--- Data listing ---

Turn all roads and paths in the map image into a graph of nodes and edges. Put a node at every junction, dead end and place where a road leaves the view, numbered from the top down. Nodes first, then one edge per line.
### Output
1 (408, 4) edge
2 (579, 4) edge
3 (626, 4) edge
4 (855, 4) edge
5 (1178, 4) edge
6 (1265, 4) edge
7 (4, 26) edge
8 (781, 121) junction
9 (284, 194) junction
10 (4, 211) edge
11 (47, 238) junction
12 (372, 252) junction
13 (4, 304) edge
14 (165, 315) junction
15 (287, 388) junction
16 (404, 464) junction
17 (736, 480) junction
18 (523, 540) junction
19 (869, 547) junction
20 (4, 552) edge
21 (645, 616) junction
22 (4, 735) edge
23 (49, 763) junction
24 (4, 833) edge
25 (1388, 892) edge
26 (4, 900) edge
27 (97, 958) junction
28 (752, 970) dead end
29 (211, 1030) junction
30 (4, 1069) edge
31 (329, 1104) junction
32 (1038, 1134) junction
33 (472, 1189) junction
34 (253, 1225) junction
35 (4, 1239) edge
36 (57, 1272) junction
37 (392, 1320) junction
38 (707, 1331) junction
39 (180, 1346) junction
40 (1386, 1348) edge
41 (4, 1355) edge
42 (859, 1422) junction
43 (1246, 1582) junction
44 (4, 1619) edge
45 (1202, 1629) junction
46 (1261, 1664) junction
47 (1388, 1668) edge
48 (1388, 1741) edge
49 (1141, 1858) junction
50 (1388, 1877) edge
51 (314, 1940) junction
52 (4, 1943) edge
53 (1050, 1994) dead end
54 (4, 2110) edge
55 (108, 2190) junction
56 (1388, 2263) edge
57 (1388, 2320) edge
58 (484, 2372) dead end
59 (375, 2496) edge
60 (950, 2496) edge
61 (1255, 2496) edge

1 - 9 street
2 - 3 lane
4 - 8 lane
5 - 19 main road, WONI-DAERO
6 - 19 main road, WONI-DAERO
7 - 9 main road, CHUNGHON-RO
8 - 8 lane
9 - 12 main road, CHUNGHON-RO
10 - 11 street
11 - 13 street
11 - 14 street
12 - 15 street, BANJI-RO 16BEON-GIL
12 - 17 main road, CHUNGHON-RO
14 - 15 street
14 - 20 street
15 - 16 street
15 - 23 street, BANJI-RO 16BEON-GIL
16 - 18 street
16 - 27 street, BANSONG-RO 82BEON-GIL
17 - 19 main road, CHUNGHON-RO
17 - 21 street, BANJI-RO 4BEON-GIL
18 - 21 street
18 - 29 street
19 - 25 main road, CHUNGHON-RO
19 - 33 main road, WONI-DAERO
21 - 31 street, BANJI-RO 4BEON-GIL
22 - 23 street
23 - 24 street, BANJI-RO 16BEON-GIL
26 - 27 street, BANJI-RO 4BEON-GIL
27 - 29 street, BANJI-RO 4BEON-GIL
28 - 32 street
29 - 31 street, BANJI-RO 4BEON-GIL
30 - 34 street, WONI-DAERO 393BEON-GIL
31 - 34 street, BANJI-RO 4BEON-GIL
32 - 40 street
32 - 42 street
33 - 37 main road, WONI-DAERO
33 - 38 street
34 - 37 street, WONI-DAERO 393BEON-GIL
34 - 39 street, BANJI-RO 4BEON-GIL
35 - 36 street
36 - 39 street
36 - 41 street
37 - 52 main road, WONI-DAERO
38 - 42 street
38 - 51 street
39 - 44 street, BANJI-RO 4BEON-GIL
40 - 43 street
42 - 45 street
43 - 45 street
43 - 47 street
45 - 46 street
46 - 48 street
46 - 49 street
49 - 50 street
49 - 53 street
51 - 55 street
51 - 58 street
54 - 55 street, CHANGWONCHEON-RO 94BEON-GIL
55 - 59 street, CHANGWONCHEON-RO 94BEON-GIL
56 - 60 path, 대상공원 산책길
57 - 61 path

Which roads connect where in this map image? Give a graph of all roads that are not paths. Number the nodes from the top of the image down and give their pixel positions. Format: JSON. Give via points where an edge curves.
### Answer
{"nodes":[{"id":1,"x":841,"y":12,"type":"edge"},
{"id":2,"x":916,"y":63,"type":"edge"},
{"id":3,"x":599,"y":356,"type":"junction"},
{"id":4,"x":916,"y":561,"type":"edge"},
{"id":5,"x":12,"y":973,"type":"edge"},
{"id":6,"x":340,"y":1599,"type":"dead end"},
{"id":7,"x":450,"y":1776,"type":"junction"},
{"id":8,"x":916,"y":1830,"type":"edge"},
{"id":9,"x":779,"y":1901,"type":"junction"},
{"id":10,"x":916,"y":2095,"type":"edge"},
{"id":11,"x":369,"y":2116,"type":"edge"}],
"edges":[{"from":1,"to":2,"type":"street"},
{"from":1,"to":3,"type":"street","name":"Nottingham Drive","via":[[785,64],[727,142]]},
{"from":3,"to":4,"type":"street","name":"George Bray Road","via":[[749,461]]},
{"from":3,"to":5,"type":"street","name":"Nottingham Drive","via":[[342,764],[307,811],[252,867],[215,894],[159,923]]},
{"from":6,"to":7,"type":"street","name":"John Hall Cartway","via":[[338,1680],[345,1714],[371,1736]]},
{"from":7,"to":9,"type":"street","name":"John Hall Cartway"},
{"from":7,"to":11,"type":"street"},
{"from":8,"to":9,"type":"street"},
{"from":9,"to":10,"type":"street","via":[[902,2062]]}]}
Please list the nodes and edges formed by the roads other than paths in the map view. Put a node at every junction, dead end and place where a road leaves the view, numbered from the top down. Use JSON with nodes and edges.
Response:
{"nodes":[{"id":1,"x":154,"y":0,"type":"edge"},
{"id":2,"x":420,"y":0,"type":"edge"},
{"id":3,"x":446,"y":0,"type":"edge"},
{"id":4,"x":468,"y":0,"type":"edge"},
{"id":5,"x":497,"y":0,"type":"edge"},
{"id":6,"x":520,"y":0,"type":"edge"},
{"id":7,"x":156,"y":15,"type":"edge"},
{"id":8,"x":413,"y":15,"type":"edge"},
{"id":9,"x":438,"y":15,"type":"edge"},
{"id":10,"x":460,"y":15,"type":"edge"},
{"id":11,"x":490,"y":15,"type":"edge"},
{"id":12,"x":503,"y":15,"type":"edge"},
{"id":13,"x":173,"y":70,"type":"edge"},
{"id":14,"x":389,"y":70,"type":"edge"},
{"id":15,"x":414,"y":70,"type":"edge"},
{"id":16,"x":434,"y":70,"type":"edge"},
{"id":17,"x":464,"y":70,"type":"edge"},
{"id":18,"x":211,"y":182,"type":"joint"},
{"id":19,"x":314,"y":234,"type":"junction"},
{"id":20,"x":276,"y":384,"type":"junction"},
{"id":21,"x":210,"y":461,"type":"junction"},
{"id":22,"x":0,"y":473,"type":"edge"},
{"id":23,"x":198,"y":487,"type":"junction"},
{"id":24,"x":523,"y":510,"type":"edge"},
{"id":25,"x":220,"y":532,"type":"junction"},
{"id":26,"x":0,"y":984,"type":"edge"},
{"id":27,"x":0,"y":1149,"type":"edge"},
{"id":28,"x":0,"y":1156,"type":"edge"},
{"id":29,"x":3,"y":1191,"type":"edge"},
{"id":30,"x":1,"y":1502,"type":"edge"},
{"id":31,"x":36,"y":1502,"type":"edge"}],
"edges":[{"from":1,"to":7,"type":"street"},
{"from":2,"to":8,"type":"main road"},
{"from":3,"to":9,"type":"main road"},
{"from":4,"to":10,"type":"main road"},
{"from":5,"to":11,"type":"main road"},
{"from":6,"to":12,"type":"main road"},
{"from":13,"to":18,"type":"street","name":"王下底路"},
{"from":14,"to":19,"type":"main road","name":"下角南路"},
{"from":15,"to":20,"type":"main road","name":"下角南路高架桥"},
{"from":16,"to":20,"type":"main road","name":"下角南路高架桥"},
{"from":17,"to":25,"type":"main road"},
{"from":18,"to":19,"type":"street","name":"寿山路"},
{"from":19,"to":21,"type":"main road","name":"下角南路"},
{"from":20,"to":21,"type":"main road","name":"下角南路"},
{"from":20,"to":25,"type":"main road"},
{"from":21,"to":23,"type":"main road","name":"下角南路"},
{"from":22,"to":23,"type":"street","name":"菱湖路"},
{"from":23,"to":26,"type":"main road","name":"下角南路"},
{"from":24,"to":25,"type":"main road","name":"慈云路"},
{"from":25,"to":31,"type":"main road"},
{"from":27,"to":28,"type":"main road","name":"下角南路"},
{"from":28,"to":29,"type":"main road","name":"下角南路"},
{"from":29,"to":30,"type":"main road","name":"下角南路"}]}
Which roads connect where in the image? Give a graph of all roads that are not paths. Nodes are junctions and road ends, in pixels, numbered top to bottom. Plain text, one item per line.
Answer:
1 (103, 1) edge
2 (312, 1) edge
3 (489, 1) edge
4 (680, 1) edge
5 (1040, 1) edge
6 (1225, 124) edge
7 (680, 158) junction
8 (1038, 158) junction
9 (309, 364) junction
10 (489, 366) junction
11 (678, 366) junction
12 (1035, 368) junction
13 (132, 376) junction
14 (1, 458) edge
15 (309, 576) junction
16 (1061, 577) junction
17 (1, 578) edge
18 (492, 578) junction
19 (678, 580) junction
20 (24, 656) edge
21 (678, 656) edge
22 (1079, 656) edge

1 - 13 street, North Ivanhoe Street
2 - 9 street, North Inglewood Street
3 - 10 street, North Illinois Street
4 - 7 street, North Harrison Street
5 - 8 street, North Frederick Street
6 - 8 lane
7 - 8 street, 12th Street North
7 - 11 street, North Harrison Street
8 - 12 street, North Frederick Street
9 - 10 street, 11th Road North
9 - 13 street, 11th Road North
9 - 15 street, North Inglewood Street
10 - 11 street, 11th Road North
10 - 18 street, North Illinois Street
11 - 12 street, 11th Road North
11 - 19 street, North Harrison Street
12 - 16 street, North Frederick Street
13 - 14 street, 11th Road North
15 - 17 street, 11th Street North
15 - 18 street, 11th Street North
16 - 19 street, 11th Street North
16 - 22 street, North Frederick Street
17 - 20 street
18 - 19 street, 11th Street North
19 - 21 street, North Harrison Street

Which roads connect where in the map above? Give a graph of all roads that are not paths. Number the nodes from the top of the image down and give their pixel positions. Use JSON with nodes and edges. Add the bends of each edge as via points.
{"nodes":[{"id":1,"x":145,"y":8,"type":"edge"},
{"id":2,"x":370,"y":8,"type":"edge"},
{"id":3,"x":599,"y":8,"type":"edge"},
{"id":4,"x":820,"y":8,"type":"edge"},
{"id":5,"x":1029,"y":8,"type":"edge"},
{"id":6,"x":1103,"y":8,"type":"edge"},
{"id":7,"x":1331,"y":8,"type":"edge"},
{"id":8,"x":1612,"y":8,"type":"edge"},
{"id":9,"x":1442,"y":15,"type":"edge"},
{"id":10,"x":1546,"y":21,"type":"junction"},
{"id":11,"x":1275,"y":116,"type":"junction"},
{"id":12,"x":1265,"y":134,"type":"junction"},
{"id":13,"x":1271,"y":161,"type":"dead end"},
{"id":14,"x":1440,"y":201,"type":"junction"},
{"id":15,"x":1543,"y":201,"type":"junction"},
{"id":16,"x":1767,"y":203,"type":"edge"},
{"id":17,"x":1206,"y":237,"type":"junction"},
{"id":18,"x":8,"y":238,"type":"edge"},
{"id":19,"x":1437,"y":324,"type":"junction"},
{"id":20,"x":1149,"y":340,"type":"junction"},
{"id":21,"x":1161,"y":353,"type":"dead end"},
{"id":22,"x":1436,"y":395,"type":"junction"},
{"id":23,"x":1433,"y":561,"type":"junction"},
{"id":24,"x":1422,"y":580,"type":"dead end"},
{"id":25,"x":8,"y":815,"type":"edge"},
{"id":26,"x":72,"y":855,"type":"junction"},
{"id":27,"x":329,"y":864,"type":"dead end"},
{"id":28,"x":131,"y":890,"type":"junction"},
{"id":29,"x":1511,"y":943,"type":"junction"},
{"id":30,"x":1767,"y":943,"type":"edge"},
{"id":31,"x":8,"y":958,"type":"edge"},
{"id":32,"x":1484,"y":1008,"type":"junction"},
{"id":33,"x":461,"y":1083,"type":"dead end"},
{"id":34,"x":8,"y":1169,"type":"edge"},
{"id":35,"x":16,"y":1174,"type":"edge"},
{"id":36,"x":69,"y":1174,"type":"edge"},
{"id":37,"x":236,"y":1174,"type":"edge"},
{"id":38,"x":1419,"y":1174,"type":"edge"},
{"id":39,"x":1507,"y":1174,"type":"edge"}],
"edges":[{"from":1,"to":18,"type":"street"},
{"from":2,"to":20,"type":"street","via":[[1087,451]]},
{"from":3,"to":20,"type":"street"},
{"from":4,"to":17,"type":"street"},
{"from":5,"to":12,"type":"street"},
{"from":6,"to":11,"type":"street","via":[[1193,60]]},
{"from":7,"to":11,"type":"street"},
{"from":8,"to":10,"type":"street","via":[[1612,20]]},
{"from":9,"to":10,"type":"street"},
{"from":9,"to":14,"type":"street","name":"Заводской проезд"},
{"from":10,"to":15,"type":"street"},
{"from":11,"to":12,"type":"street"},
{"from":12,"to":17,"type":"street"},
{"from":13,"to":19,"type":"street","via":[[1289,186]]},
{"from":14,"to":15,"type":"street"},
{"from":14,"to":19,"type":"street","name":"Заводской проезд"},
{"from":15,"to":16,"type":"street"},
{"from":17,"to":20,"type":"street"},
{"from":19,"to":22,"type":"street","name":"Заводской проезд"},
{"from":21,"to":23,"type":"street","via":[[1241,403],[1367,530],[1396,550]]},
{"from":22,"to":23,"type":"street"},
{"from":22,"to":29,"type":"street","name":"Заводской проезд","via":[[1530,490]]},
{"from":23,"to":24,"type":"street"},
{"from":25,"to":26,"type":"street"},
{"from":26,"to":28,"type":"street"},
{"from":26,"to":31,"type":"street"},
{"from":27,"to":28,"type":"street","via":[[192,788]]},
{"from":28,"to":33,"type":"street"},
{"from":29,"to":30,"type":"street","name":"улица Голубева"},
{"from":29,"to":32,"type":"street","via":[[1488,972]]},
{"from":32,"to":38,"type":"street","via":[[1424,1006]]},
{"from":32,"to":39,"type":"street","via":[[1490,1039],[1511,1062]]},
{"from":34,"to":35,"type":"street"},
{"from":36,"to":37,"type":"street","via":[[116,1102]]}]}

---

● **Task instructions**
Your answer should be each line of the data that contains the word "Drive", copied as it stands.

● **Answer space**
{"from":1,"to":3,"type":"street","name":"Nottingham Drive","via":[[785,64],[727,142]]},
{"from":3,"to":5,"type":"street","name":"Nottingham Drive","via":[[342,764],[307,811],[252,867],[215,894],[159,923]]},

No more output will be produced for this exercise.